■ **What to produce**
Out of the lines below, please list those that hold the string "highway".

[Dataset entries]
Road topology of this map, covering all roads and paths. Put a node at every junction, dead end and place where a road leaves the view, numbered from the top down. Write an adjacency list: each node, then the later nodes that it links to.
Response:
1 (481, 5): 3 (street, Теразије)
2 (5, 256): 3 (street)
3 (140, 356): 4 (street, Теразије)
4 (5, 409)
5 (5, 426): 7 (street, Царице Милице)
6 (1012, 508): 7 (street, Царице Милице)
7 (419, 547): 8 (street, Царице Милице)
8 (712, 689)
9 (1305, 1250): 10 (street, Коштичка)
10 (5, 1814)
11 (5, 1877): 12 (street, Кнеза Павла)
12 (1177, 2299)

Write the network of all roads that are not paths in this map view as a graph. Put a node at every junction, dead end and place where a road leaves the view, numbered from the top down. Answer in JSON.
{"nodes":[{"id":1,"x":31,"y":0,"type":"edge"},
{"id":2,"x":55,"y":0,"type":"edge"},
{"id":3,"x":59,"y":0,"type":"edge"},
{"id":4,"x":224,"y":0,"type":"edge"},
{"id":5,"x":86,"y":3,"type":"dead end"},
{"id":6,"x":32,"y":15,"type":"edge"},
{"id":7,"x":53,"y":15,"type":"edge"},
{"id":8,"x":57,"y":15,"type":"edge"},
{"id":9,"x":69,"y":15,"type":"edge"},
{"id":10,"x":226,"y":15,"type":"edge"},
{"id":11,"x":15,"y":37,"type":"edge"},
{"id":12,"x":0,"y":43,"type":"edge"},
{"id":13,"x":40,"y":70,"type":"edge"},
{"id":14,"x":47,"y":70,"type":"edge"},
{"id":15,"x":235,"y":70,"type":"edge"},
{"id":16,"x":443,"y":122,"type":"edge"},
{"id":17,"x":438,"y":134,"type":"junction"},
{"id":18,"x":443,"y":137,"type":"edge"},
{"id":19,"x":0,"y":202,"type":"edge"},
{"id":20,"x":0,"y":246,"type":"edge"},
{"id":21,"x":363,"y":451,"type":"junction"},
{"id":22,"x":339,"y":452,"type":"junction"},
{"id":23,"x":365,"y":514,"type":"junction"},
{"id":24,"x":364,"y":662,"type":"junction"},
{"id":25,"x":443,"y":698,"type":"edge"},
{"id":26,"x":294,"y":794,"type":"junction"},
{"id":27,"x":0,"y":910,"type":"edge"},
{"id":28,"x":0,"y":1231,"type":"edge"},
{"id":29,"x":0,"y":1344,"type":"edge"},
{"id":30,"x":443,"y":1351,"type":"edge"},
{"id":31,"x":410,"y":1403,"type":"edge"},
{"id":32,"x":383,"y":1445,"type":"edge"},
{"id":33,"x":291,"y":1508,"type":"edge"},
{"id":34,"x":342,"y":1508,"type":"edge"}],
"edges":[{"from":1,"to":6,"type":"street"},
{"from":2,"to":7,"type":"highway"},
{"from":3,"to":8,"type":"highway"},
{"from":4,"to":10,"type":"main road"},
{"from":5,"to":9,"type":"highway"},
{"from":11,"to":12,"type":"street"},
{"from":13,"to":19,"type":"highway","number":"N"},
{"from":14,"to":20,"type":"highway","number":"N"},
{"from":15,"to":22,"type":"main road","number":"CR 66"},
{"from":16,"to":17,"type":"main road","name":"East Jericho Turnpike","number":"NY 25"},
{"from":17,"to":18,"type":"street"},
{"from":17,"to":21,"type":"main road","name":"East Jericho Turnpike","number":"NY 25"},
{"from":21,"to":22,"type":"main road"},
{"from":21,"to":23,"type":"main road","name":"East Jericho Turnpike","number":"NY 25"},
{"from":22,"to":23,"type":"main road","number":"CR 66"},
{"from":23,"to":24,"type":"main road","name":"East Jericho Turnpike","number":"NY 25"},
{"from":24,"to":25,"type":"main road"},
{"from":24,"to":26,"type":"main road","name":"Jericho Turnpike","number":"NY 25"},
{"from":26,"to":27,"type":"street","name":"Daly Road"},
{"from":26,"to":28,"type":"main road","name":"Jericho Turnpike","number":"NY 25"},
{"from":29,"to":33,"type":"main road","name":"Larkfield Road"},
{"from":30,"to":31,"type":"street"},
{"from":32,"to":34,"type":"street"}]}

■ **Reply**
{"from":2,"to":7,"type":"highway"},
{"from":3,"to":8,"type":"highway"},
{"from":5,"to":9,"type":"highway"},
{"from":13,"to":19,"type":"highway","number":"N"},
{"from":14,"to":20,"type":"highway","number":"N"},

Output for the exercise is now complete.